Showing posts with label The War of Art. Show all posts
Showing posts with label The War of Art. Show all posts

Thursday, September 29, 2022

The War Of Art

I don't read how-to-write books very much.

Well, I take that back. I've read more lately than I did before I was published. Not because I wanted the writing tips, but because I was looking for concise, cogent ways to talk to groups about writing. Usually, I don't find anything that I couldn't have thought up myself from my own experience, but occasionally I come across something that strikes me as particularly insightful.

I (Donis) did a program on the importance of setting for our local Sisters In Crime annual writing conference earlier this month, and I found some useful information for the panel discussion in Walter Mosely's book, This Is the Year You Write Your Novel. This is a short little step-by-step manual for someone who has never actually written a novel from beginning to end, but Mosely is a very good writer, of course, and I found the whole thing rather interesting, especially when I compared his advice to my actual real-world experience.

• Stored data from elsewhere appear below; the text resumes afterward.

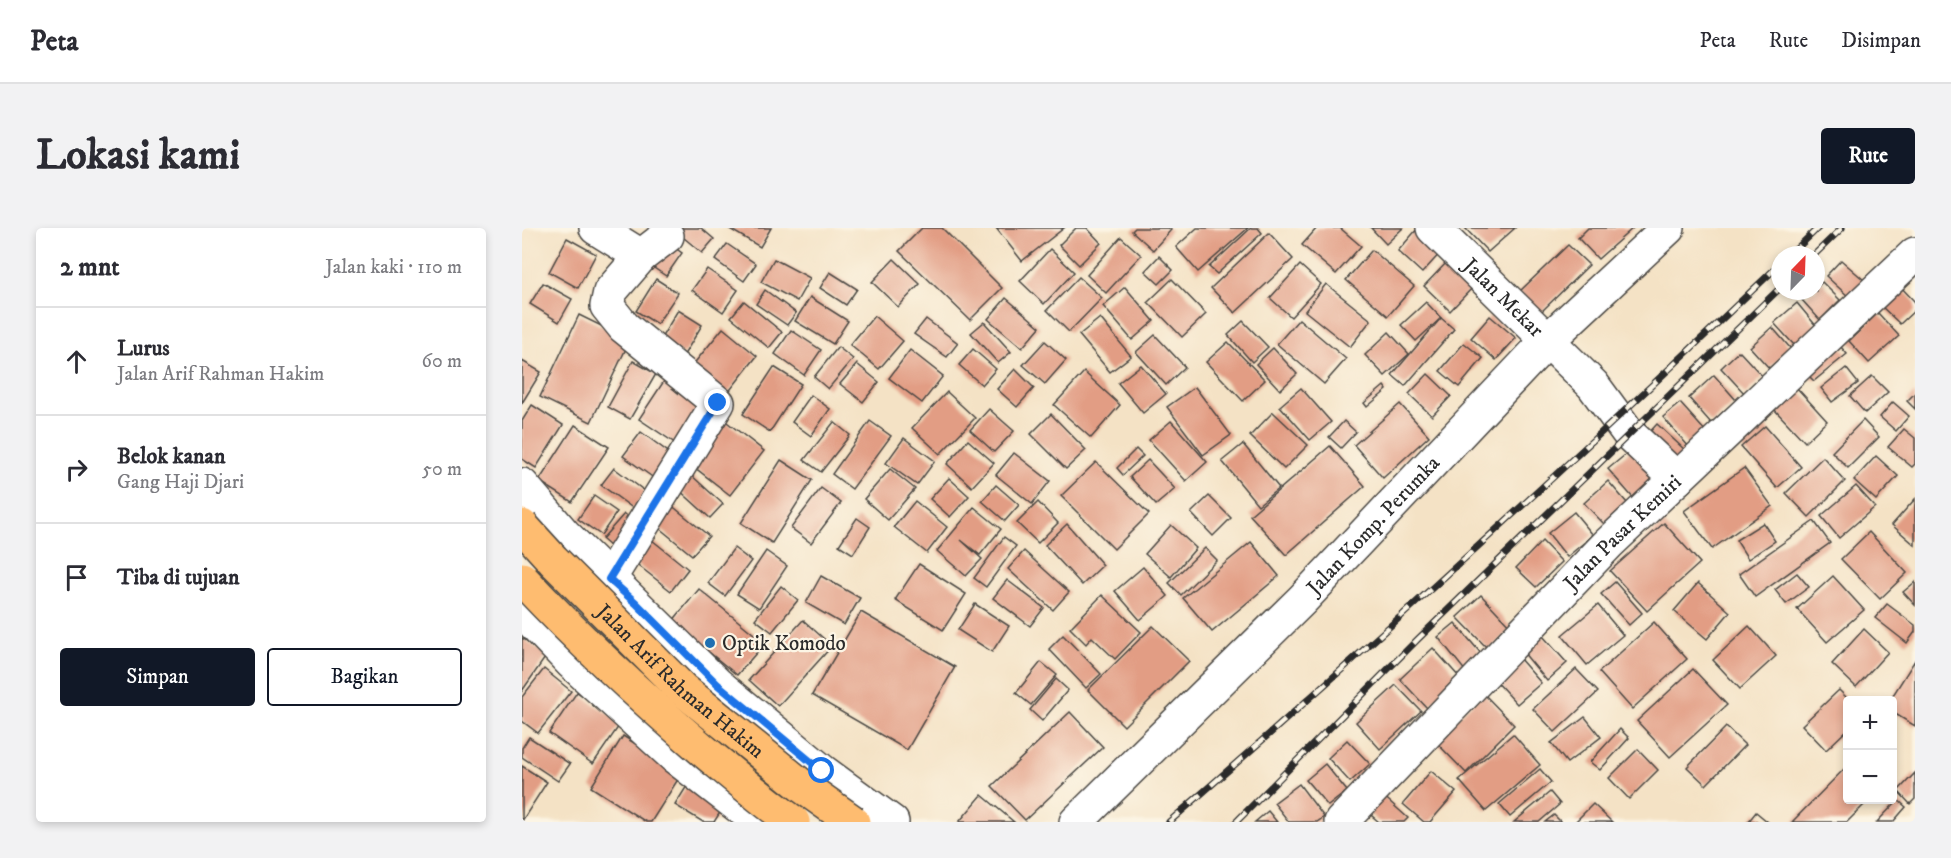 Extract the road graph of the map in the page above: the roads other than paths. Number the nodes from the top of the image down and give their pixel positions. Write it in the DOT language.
graph roads {
  1 [pos="596,228"];
  2 [pos="1433,228"];
  3 [pos="1668,228"];
  4 [pos="667,236"];
  5 [pos="1915,254"];
  6 [pos="641,256"];
  7 [pos="1548,340"];
  8 [pos="1677,479"];
  9 [pos="522,485"];
  10 [pos="522,526"];
  11 [pos="522,579"];
  12 [pos="609,579"];
  13 [pos="636,603"];
  14 [pos="522,611"];
  15 [pos="587,676"];
  16 [pos="759,822"];
  17 [pos="793,822"];
  18 [pos="853,822"];
  19 [pos="892,822"];
  20 [pos="1076,822"];
  21 [pos="1341,822"];
  1 -- 6 [label="street"];
  2 -- 7 [label="street, Jalan Mekar"];
  3 -- 7 [label="street, Jalan Komp. Perumka"];
  4 -- 6 [label="street"];
  5 -- 8 [label="street, Jalan Pasar Kemiri"];
  6 -- 12 [label="street"];
  7 -- 8 [label="street, Jalan Mekar"];
  7 -- 20 [label="street, Jalan Komp. Perumka"];
  8 -- 21 [label="street, Jalan Pasar Kemiri"];
  9 -- 12 [label="street, Jalan Arif Rahman Hakim"];
  10 -- 18 [label="highway, Jalan Arif Rahman Hakim, bridge"];
  11 -- 17 [label="highway, Jalan Arif Rahman Hakim, bridge"];
  12 -- 13 [label="street, Jalan Arif Rahman Hakim"];
  13 -- 15 [label="street"];
  13 -- 19 [label="street, Jalan Arif Rahman Hakim"];
  14 -- 15 [label="street"];
  15 -- 16 [label="street"];
}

I've been having a lot of real-world experience in the past year or so, and have been finding it increasingly hard to carve out writing time. 

The very best book on writing, in my humble opinion, is a small book called The War Of Art, by one of my favorite authors, Steven Pressfield. It's not a how-to book. It's a why-to book. Pressfield maintains that the greatest barrier to becoming a writer is the demon inside you that keeps you from actually sitting down to do it.



This quote is an excerpt from the introduction of Steven Pressfield's The War Of Art.

"Are you a born writer? ... In the end the question can only be answered by action.

Do it or don't do it.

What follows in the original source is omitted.